Al atardecer, La Canela envolvió su cuerpo moreno en una bata y salió al porche a tomar el fresco. Sus pies se toparon con la licuadora, miró a su alrededor a ver si alguien venía a reclamarla pero no vio a nadie. Sonrió pensando que sería un regalo de José Santa Mar, que pedía sus favores con todo tipo de regalos. La levantó, y después que comprobar que el vaso no estuviera despostillado, entró con ella a su casa, saboreándose una salsa de chile pasilla. 

Agripina sonrió, contenta de que alguien más se quedara con el aparato, incluyendo las voces y el chamuco que traía adentro.
Desde su escondite, pudo ver a la mujer lavando jitomates y chiles, también vio con horror que bajo la bata de satín La Canela no llevaba nada excepto un collar de filigrana. 
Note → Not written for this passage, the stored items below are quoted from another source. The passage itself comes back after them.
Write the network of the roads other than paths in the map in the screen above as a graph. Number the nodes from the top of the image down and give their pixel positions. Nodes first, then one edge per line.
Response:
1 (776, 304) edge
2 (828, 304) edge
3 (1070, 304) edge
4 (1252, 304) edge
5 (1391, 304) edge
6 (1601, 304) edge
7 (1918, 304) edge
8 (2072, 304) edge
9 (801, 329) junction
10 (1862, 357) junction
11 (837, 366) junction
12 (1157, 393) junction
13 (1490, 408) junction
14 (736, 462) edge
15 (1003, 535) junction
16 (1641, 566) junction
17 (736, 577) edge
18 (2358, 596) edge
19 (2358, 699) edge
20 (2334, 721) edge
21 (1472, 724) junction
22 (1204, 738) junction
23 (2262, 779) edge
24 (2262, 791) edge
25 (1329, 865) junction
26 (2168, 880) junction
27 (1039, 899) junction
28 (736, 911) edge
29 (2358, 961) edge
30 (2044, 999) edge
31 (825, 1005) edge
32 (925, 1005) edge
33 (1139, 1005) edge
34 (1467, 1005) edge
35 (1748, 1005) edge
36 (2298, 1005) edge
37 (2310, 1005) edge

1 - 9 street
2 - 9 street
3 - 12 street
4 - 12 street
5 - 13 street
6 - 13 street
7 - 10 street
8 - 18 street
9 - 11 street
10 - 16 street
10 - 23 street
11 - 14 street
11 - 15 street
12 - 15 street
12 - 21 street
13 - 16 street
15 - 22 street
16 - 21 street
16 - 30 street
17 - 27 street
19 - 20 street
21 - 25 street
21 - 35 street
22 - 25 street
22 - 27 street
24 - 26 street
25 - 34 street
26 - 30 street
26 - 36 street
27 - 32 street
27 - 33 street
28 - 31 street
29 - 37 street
En ese momento sonó el timbre y Agripina perdió de vista a la mujer, escuchó voces y risas y buscó otra ventana por donde pudiera ver lo que pasaba. Desde ahí pudo ver que el que había llegado era José Santa Mar, quien desde hacía tiempo intentaba alejar a La Canela de su negocio para tenerla en exclusiva, pero ella tenía la altivez y la terquedad de una mula y se negaba a ser mujer de un solo hombre, aunque el olor a sal y a tabaco de José la habían hecho dudar de su profesión por primera vez en más de una década. 

Agripina vio como 
Santa Mar la tomaba por la cintura y empezaba a desatarle la bata, La Canela dijo algo agradeciendo el regalo, él la miró sorprendido pero no se detuvo. Lo que vino después Agripina no lo quiso ver, detestaba a esa mujer de pies tan ligeros y todo lo que sucedía en esa casa. Regresó a la ventana de la cocina, a ver si de la licuadora salían voces pero la vio en la mesa tan callada como cualquier licuadora apagada puede estar, el único ruido que salía de la casa eran las carcajadas aparatosas de La Canela. El mal humor de Agripina aumentó. Pero no quiso irse a su casa, quería comprobar que el chamuco siguiera en la licuadora, así que decidió sentarse a esperar, recargó la espalda en la pared y se cubrió los oídos con las manos, rezando Aves Marías para alejar a los demonios que desfilaban por la casa. 

Al cabo de cierto tiempo, que para Agripina pareció una eternidad, se oyó la voz de la Canela en la cocina preguntando 

– Voy a hacer chilaquiles, ¿quieres?

Agripina se levantó de un salto, convencida de que ahora sí vería a esa mujer enfrentarse a las voces de la licuadora. Se escondió tras una bugambilia y pudo ver a La Canela poner los ingredientes en la licuadora, pero al echarla a andar llegó José Santa Mar y la abrazó por la cintura, la licuadora siguió andando mientras la pareja volvía a besarse.

Agripina, se enfureció y comenzó a golpear con fuerza la ventana mientras gritaba


 ¡Golfa! ¿Cómo vas a oír las voces si no paras de reírte y de besuquearte?

La pareja la miró sin entender que pasaba, y antes de que pudieran responder algo, Agripina lanzó su paraguas contra la ventana y se marchó.
La Canela arrastró a José Santa Mar de vuelta a la recámara y desde la calle sólo se escuchó su risa y el motor de una licuadora haciendo salsa.